Home to one of Florida’s original tourist attractions in the 1890s, Alligator Joe’s, where visitors gathered to watch reptile wrestling contests in deep pits, Spring Garden remains unspoiled from its 1920s heyday and is popular with young families.

“The human side, the effects of this stadium aren’t being addressed,” said resident Meredith Vey. “I’m not an elected official, I’m not an entertainment mogul and I’m not an athlete, I’m just a mother trying to raise a kid in my small neighbourhood. I feel we’ve been betrayed by the commissioners who have stars in their eyes.”

Another resident, Daeja O’Donoghue, said Beckham’s team called a community meeting at less than 24 hours’ notice last month and said the group “hadn’t done its due diligence”.

“I said, ‘Show me the studies, the traffic studies, the feasibility studies,’ and they had nothing,” she said. “We want proof of how this is going to affect us.”

O’Donoghue said she was also concerned that the group planned to use the stadium for open-air concerts as well as 15 or so football games a year.

Leiweke sought to allay residents’ fears: “People worry we’re going to do 20 or 30 nights of concerts and disrupt their sleeping patterns and kids. Not true,” he said. “We’re going to cap the number of concerts we do and the genre of music. We are committed to being a good neighbour, we are committed to being a good partner.”

Amanda Hand, whose house directly faces what would be the western side of the stadium, was not persuaded. “They have a lot of language like ‘we will attempt to’, ‘try to’ and ‘intend to’,” she said. “There’s a lot of aspirations and not a lot of guarantees. Aspirations are not legally enforceable.”

Celebrity-starved and economically depressed, Overtown is also not quite what the limelight-loving Beckhams had in mind when they set their sights on a life in Miami.

In 2014, at the start of the odyssey, the Miami Heat were the defending NBA champions and it was common to find Beckham in a courtside seat, or chilling with his friend LeBron James, the Heat forward who was once a potential partner in the soccer enterprise.

Beckham and wife Victoria, the former Spice Girl, were spotted in Miami more often then, eating with other celebrities at the Zuma restaurant or lounging at Soho Beach House, the exclusive club the footballer still uses as a de facto office.

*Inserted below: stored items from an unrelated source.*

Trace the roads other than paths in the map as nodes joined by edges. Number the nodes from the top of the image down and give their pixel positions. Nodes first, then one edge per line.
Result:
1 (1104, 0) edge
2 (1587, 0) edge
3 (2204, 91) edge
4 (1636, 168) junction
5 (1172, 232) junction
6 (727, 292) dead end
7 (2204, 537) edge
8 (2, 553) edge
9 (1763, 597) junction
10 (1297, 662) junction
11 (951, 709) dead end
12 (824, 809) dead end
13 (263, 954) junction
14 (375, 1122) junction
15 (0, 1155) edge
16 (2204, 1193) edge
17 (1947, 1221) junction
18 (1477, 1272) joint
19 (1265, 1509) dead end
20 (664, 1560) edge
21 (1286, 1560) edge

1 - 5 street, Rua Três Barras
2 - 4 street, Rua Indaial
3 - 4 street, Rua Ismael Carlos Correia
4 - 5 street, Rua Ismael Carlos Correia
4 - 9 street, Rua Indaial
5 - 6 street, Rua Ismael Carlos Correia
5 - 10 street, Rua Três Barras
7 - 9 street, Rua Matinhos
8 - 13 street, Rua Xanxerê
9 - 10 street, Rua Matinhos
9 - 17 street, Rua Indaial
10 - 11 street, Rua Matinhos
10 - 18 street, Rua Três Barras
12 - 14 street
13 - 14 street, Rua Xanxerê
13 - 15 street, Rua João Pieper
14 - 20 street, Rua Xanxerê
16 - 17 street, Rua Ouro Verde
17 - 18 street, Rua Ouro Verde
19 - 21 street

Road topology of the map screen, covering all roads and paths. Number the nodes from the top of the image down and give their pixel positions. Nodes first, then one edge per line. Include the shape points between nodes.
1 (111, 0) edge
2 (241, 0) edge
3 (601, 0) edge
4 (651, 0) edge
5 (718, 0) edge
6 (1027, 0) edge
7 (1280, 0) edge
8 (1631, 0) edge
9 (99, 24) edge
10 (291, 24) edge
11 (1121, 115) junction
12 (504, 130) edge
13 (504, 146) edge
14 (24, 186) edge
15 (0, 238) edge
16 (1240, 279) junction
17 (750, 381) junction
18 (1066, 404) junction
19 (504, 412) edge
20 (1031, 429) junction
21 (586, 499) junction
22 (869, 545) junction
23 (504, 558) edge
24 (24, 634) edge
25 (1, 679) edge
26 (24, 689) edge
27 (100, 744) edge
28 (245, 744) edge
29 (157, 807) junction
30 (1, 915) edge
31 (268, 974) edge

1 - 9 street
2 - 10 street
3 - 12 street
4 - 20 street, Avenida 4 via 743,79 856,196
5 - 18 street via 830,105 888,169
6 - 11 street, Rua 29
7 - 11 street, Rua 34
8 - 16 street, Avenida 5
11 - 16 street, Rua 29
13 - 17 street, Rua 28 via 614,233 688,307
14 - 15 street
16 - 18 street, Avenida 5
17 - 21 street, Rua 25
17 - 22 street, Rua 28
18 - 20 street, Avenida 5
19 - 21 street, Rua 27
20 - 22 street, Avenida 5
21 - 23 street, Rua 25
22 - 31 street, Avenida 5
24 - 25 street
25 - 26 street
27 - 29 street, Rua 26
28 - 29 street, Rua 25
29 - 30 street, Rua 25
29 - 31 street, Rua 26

Times have changed: the Heat are back among basketball’s also-rans and James has gone home to Cleveland. But there will be plenty to occupy Beckham in Miami as his as-yet unnamed franchise moves forward.

A first priority will be finding a big-name coach and well-known players who can deliver immediate success and catch up with Florida’s two other new professional soccer teams, which stole a march while Beckham’s project floundered.

Orlando City, who joined MLS in 2015, signed Brazilian World Cup winner Kaka; Miami FC, unbeaten in eight games this year in their second season in the junior North American Soccer League, are part-owned by the former Italy captain Paolo Maldini.

Beckham has said it would be “disrespectful” to speculate about his own potential players, especially because it could be four years before the team plays a game. But Peter Wilt, who launched Chicago Fire into MLS in 1998 as the franchise’s founding general manager, said Beckham’s status and connections would attract big names eager to be part of the league’s planned expansion to 24 teams by 2020.

“David has an allure that gives them an advantage at the start,” he said. “It’s a dissipating advantage as he gets further away from his playing days and celebrity status, but there’s still a something there. Working with Tim Leiweke, no doubt he’ll be smart enough and strategic enough to bring in other athletes and coaches who have that allure.”

Wilt said Beckham’s other challenge would be to make supporters feel part of the club.

“Miami is one of, if not the most difficult, sports market in the nation because of its transient population,” he said. “If he can get them emotionally connected to this team they’ll make it sustainable.”